Mon beau-père, paix à son âme,  me disait souvent qu'un touche-à-tout,  n'était bon nulle part, mais mauvais en tout!

Ce bon sens,  un peu terre à terre m'a toujours fait sourire.

Pas forcement pour les raisons auxquelles l'instigateur du proverbe pouvait songer!

Le dilettantisme est une forme d'art que la morale méprise. Et bien, si se consacrer aux arts,  par pur et simple plaisir de la chose est un crime, sachez que je suis un criminel.

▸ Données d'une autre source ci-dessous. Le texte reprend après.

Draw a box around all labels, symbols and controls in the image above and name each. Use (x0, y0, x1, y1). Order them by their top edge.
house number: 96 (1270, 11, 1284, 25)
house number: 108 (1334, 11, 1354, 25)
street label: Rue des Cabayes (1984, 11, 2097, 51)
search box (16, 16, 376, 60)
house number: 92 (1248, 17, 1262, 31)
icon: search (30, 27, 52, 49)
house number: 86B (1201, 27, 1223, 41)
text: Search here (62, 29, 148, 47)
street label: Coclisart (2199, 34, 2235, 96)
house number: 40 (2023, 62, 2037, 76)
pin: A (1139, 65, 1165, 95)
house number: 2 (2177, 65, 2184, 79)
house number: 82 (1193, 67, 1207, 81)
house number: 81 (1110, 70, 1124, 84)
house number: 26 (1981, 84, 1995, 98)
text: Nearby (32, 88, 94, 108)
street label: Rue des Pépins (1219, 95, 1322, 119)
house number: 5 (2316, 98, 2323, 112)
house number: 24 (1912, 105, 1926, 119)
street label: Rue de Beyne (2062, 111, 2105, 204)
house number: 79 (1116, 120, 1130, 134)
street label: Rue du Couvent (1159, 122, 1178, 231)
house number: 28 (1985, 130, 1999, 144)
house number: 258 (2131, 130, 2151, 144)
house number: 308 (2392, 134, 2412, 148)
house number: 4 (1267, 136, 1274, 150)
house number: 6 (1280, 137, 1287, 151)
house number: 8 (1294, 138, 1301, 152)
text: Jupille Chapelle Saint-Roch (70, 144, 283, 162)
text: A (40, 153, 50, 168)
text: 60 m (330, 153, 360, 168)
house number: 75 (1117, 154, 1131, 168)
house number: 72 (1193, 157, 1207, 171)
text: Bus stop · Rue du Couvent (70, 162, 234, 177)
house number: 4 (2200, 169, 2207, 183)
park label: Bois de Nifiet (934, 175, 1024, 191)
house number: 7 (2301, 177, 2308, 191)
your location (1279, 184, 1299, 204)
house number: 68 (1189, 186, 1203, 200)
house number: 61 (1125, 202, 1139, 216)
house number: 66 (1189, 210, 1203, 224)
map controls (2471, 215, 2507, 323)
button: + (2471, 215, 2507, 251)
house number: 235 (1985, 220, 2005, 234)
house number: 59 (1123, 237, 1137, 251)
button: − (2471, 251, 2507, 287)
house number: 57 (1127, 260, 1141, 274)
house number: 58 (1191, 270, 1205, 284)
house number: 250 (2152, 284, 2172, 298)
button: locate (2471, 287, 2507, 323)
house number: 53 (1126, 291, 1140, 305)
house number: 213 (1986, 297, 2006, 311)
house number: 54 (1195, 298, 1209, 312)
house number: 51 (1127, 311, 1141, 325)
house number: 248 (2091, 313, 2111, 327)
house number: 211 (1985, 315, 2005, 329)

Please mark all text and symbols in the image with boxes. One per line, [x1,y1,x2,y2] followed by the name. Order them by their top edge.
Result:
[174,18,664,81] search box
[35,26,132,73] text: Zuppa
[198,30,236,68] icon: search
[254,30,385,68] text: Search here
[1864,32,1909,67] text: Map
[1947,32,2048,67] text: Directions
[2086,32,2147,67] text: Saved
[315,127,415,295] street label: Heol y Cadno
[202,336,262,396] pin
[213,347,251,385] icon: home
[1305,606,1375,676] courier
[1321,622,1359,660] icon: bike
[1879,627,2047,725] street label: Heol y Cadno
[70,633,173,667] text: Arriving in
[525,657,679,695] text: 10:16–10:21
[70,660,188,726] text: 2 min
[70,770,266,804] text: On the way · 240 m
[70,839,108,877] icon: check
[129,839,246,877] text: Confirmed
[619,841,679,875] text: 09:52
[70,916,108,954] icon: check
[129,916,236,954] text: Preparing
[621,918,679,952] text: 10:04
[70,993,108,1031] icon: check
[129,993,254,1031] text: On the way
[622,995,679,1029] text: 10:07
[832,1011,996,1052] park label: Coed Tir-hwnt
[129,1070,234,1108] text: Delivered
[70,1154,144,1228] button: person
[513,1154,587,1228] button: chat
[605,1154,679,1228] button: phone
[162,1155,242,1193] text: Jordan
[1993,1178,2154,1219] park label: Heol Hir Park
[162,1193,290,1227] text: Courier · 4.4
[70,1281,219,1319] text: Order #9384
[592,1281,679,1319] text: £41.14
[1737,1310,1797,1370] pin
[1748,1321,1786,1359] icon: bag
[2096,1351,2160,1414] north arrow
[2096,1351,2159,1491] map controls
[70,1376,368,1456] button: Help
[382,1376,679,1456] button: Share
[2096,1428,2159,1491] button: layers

Je réflechissais à tout cela, car mon ouvrage informatique, s'il colporte honnêtement mon amour du polar, vous déroutera  peut-être  par ses vélléités poétiques.

Mea culpa mes amis. La faute m'en incombe, et je vais tenter de m'expliquer...

J'en reviens à cette superbe maxime à l'origine de ce texte, et,  j'ai envie de lui assener cette autre pépite du genre: Ne s'attendre à rien, c'est être prêt à tout!

C'est ainsi, avec cette toute orientale tournure d'esprit que j'ai conçu cet espace.
Je laisse aux mots, toute lattitude pour prendre la parole...

J'espère, bien sincèrement que vous apprécierez mon outrecuidance, et que mes errements ne vous lasseront pas! Ou alors, pas tout de suite!